- User Experience
- Scrum Agile Methodologies
- Test Driven Development
I started out doing a lot of courses to learn the theory behind it and then decided that I should create a project to put in practice and make sure that I am actually absorbing things. So in lieu of #netflix, Visual Studio became my night time entertainment. Luckily for me, my husband enjoys the same hobby.
User Experience & Scrum
I’ve completed one course from the Interaction Design Foundation which gave me a good understanding of the various thought processes surrounding the development of a good user experience. There is a LOT to learn there but having a project to work on was really helpful to apply the concepts and really hammer them into the brain.
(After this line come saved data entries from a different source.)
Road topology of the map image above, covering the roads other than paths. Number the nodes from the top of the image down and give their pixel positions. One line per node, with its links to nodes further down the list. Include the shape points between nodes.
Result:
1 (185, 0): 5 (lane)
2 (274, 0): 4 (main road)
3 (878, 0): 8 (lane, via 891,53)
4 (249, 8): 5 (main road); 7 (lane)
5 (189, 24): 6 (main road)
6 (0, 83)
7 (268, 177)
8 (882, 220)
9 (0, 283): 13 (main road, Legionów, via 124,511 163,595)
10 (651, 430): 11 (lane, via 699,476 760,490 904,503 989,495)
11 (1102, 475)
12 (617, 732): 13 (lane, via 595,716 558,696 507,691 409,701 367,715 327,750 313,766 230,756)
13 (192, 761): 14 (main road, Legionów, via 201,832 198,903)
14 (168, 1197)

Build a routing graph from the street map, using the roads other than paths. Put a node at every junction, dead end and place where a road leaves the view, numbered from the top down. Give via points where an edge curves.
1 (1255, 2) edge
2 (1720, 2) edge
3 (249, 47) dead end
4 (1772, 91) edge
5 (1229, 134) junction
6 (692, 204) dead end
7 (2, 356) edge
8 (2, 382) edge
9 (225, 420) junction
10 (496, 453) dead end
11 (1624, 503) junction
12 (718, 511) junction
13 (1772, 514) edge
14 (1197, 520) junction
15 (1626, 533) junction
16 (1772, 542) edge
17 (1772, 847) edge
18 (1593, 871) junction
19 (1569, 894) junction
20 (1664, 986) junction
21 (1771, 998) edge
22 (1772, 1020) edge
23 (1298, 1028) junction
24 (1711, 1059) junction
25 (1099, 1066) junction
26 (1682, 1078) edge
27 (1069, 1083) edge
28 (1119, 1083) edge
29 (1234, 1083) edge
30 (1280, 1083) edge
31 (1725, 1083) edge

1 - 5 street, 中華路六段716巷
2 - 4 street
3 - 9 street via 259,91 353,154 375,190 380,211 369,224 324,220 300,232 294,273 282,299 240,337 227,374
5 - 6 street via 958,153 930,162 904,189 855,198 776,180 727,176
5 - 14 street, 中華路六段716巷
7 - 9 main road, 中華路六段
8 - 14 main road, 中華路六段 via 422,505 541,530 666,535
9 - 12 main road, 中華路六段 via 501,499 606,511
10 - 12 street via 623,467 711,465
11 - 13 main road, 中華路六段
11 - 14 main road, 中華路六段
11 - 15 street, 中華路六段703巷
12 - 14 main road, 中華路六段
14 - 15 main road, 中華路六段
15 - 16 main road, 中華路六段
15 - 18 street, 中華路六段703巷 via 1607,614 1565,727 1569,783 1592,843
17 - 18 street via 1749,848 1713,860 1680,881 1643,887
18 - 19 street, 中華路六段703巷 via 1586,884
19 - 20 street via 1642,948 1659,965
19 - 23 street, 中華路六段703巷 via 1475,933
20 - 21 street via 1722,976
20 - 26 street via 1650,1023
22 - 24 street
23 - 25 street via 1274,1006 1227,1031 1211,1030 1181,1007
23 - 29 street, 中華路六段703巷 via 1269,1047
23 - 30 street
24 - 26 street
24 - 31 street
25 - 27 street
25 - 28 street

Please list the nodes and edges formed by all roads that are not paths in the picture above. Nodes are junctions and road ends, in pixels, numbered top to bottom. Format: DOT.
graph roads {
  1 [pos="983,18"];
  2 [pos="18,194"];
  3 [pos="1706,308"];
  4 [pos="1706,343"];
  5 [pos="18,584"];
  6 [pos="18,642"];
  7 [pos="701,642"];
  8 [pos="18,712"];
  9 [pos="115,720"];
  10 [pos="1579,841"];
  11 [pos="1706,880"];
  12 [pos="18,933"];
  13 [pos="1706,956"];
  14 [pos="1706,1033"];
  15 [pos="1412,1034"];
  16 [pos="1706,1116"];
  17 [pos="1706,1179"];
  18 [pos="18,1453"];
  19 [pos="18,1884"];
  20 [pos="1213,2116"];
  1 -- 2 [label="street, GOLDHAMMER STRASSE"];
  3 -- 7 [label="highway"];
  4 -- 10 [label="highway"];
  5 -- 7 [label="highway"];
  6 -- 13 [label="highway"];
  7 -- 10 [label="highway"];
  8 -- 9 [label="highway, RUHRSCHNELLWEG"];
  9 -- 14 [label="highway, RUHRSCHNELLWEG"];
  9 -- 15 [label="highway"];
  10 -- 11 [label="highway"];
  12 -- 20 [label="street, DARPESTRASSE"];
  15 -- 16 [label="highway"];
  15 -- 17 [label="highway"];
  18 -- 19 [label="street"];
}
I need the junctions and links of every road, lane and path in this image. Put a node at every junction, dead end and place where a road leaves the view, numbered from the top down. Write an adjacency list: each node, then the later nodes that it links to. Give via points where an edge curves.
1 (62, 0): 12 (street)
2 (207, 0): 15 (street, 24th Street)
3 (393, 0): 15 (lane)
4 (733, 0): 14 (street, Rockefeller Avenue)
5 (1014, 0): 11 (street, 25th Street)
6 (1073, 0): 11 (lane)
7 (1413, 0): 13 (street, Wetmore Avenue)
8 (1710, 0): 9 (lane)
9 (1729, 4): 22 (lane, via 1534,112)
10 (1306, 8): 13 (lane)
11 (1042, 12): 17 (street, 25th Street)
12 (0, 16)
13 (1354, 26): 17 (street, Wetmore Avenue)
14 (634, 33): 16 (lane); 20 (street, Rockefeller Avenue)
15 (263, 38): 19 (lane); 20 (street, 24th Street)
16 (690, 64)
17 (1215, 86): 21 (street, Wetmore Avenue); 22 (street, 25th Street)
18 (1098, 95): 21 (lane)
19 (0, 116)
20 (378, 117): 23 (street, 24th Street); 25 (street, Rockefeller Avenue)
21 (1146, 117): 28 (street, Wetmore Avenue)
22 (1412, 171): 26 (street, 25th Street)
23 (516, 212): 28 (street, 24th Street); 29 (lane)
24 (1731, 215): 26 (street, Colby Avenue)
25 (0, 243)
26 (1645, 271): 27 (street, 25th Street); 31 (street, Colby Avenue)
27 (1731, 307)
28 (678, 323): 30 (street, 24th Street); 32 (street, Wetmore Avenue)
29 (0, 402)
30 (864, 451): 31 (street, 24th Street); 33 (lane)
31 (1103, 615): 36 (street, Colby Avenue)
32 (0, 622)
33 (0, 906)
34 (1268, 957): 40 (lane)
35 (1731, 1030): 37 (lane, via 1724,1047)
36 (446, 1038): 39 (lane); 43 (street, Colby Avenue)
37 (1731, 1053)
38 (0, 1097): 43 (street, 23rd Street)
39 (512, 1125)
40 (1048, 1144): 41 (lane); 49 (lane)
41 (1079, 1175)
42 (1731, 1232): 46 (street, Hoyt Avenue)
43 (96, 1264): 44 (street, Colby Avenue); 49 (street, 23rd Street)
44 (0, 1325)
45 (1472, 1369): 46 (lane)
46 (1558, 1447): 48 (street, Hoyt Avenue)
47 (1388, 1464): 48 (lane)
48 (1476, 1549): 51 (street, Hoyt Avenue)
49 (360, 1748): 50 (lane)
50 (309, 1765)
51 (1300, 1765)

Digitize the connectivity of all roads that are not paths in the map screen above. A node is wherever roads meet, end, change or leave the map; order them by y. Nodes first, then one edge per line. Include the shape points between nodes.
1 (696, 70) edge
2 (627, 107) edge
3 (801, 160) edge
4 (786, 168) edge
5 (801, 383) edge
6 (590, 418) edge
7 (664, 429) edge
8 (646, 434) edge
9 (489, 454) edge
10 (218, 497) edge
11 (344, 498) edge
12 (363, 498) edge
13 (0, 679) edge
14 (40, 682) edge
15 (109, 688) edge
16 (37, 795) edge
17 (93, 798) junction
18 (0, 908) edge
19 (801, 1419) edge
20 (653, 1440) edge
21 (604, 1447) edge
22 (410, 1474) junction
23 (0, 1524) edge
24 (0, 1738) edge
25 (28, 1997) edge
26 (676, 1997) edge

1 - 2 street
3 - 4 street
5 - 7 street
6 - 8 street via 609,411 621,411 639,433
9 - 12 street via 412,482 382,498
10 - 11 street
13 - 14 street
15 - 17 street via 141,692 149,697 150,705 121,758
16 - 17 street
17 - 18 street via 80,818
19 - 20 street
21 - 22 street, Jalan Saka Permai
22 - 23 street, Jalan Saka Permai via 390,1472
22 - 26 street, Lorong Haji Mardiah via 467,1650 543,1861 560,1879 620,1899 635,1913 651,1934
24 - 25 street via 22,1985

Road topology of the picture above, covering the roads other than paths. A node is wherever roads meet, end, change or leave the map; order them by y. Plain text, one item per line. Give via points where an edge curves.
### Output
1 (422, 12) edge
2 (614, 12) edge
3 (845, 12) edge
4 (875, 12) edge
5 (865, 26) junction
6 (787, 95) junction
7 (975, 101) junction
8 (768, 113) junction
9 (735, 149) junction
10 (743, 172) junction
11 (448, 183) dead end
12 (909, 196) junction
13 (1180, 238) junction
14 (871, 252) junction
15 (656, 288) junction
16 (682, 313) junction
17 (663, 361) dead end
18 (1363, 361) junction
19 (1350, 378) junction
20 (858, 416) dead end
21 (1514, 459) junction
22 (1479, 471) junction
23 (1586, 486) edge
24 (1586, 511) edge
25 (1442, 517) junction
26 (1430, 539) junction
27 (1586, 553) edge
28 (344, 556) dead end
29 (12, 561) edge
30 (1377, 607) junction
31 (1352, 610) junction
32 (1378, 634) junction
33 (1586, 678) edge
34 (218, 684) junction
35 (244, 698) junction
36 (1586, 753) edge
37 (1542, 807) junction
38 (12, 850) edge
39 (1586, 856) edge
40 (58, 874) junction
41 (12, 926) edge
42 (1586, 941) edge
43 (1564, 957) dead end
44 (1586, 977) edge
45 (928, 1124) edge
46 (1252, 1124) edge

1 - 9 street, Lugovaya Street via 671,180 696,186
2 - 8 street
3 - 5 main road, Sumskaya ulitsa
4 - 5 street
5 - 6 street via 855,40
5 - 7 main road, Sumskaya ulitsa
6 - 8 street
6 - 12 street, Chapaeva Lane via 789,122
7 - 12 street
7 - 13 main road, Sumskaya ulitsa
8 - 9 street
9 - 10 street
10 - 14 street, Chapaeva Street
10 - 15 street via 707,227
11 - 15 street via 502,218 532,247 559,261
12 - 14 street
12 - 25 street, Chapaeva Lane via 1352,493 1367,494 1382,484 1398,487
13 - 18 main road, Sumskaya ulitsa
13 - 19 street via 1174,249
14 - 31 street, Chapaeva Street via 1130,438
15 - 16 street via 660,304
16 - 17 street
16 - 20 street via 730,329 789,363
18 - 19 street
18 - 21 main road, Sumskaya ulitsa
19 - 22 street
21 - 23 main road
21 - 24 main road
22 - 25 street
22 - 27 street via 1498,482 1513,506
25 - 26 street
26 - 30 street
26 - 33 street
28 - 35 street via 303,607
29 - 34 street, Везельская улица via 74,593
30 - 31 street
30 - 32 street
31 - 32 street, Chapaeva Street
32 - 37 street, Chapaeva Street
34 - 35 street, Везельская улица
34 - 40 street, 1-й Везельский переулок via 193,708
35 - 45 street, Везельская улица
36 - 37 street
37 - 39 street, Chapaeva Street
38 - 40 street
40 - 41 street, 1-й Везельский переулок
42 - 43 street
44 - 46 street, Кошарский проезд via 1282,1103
I will not claim that my app now has the best user experience because I am far from becoming a decent designer however I will say that I have been more conscious of keeping the user experience simple and more focused as well as helping prioritize features to what should be part of the MVP instead of just building something because it would be nice to have.
I used a combination of analog + digital tools. There are pros and cons to both types of tools. Analog tools somehow allow me to focus more on the ideas, not having to think about how things look what size it should be etc etc.
On the other hand, having a tool like the Galaxy note allowed me to scribble out sketches of the UI on the bus without having to make a ceremony of it. I’m sure a regular notebook would have worked but there are times when inspiration strikes and all i have is my phone. For that, I really love having the Note as a phone.
I also scoured http://scrum.org for reading recommendations and again, it’s one of those things that you will need experience in order to fully digest and internalize. I would have preferred to go through the process with the team but everyone had different vacation schedules ¯\_(ツ)_/¯
I had to find a project where I could be the product owner, customer and developer at the same time so I settled with the idea of a mock banking app for kids.
Test Driven Development
Because I wanted to simulate a proper project process, I took the opportunity to learn more about the tools we had access to and setup Azure Devops for the project. The boards functionality was great for sorting out user stories and tasks and the built in templates was a great way to get started.
I did a number of courses on pluralsight, as well as a few code katas that let you practice test driven development and I think I got a hang of using tdd when it comes to refactoring things.
My struggle was how you would use it when you are in the startup phase of a project. I had my list of user stories to implement but was stumped on writing the first test. I always found myself getting ahead of things and worrying about design and architecture and where to put what. I got the advice from our senior developer to not overthink things.
The best approach I found was to take one of the user stories, imagine what the API call would be and start from there. Things started to grow organically for me. I stopped worrying about where to put what class because as I made more and more classes, I could always move them, extract interfaces, move namespaces etc etc. All of which visual studio made very easy to do.
Before I knew it, I had built the app in a relatively organized manner and learned about a few things along the way as well: different design patterns, entity framework and migrations (yey migrations), expressions and functions, dependency injection, so many things. Again, it didn’t make me an expert but having a project to work on from end to end brought me a little bit closer to understanding those bits.
I did want to make a nice front end for it and while it was find with the boiler plate code, I wanted to learn more new things so I decided to build the front end using create-react-app. I compromised by starting off with the visual studio template. https://serverless-stack.com/ is a great resource and I used most of it as a guide to get all the major parts of my app in place.
After building this first iteration of the front end, i have to say I am starting to like it. There is a way to get that organized!
Git, Azure Dev Ops & Azure
I had a pretty decent app running locally so I thought it would be a good idea to get it deployed. Visual Studio made it super easy to set up CI-CD. Apart for the little pain I experience when I had to update my data entities and thus create some major migrations in the database, the whole part was pain free. I would like to one day be able to set up the build and release pipeline by hand, but this is a good start. I at least now have a working environment that I can reference in the future.
When we finished watching all 3 seasons of Dark 1.66 times (we had to re-watch season 1 and 2 because it was so confusing) and made the decision to make more productive use of our time, I feel a lot more activated in the brain department.